Not all url have to be changed to the archive only this which have a 404 error page. The others are still working. Because they create the new webpage a year ago and all new links will work fine.
You wrote your bot works only at the English wiki. Were I have to ask to run a bot over all language wikis and other wikiprojects like commmons?--Malo95 (talk) 15:41, 22 June 2020 (UTC)
Glad you saw those edits (about 5). I've modified so if the original URL is 200 it skips. I'm not aware of anywhere else on other wikis providing this type of service. Maybe try a request at the German equivalent of WP:BOTREQ "Wikipedia:Bots/Anfragen" (mention the mix of 404 and 200 among the source URLs). -- GreenC 18:53, 22 June 2020 (UTC)
Another complication.. sometimes when loading the new archive.ihl.info page, it redirects to a home page ie. a soft-404. Those cases should be converted to an archive URL of the original URL. Example. -- GreenC 22:59, 22 June 2020 (UTC)
For Commons, I have the ability, but there are only 11 is better done by hand. -- GreenC 18:58, 22 June 2020 (UTC)
Malo95: The bot posted another 20 pages.
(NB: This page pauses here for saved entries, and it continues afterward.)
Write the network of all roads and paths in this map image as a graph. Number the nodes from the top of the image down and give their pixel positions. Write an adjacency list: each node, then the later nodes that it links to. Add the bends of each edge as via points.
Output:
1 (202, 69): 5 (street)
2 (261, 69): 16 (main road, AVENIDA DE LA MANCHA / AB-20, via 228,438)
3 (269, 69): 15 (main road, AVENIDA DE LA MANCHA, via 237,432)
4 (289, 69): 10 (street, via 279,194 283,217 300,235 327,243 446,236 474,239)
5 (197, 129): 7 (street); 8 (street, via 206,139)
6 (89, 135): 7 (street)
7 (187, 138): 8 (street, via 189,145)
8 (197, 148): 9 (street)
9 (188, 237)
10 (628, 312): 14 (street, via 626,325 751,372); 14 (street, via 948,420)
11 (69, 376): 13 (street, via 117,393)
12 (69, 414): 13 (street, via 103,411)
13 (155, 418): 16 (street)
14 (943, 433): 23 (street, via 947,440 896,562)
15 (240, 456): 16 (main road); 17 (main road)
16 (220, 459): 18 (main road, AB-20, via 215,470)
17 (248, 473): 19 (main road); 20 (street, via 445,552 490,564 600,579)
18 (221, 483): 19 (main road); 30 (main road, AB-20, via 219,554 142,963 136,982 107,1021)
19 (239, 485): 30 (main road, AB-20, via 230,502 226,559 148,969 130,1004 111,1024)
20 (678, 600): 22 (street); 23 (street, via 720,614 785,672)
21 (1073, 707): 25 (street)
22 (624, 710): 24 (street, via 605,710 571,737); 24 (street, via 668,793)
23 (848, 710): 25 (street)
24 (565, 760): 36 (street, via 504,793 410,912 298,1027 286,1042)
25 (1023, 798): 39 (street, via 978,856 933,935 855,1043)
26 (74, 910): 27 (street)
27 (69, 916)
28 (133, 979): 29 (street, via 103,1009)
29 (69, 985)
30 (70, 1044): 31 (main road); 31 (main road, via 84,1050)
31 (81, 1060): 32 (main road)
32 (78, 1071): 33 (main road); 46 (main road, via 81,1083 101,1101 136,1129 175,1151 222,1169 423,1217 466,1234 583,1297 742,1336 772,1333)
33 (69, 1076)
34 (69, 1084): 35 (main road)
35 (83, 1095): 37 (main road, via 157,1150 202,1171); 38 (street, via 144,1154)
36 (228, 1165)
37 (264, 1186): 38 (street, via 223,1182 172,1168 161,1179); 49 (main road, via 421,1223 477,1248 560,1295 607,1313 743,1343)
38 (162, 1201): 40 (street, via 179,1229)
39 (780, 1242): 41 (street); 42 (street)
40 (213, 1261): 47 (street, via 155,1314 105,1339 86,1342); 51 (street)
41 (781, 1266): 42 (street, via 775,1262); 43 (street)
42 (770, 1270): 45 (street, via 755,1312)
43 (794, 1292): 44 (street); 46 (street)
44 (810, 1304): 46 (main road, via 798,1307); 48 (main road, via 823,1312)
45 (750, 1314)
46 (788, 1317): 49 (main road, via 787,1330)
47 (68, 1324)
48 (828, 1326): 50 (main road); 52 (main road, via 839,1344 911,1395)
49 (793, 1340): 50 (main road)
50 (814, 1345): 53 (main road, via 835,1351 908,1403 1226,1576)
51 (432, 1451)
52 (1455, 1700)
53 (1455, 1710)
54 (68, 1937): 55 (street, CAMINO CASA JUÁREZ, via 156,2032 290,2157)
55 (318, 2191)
Can you review before proceeding? -- GreenC 23:08, 22 June 2020 (UTC)
Done for about 3,000 cites in 900 articles. It found roughly a 3:1 mix of converting to the new URL vs converting to an archive URL. -- GreenC 19:47, 26 June 2020 (UTC)
Thank you very much. It looks fine for me. I'll do the commons once manually. For the German Wiki, are following information enough? Steps:
  1. Open a link from the article
  2. If(200) aboard; else redirect to archive.ihf.info
  3. If(404 OR redirect to the index page OR The resource you are looking for has been removed, had its name changed, or is temporarily unavailable.) link is dead use web.archive.org; else change given link to archive.ihf.info.
--Malo95 (talk) 15:28, 27 June 2020 (UTC)
Yes those are the steps. The "temporary unavailable" [1] returns 404. So it's pretty easy verify there is not 404 or 301 at archive.ihf.info -- GreenC 16:25, 27 June 2020 (UTC)
Hi Malo95, GreenC, please note that .../2MTR.pdf (instead of /2OMR.pdf) works. However I don't know if it will be true in any cases. If it's not too late, you can try to replace /xOMR.pdf by /xMTR.pdf (or maybe /0xMTR.pdf if x<10, I think that I previously saw such a case, not sure). BTW, I think that MTR match reports are better than OMR ones because there are more detailled statistics and the running score. --LeFnake (talk) 12:47, 1 July 2020 (UTC)
Found at least 3,338 unique URLs that have "xOMR.pdf" there might be more. A quick test shows most of them could be successfully converted to "xMTR.pdf" which are status 200 .. can you confirm this what you want to do? It would only do so if the original URL is 404. @Malo95 and LeFnake: -- GreenC 14:13, 1 July 2020 (UTC)
Sounds good to me, but I let @Malo95: confirm --LeFnake (talk) 14:41, 1 July 2020 (UTC)
I'm also good if all reports are changed to MTR --Malo95 (talk) 14:57, 1 July 2020 (UTC)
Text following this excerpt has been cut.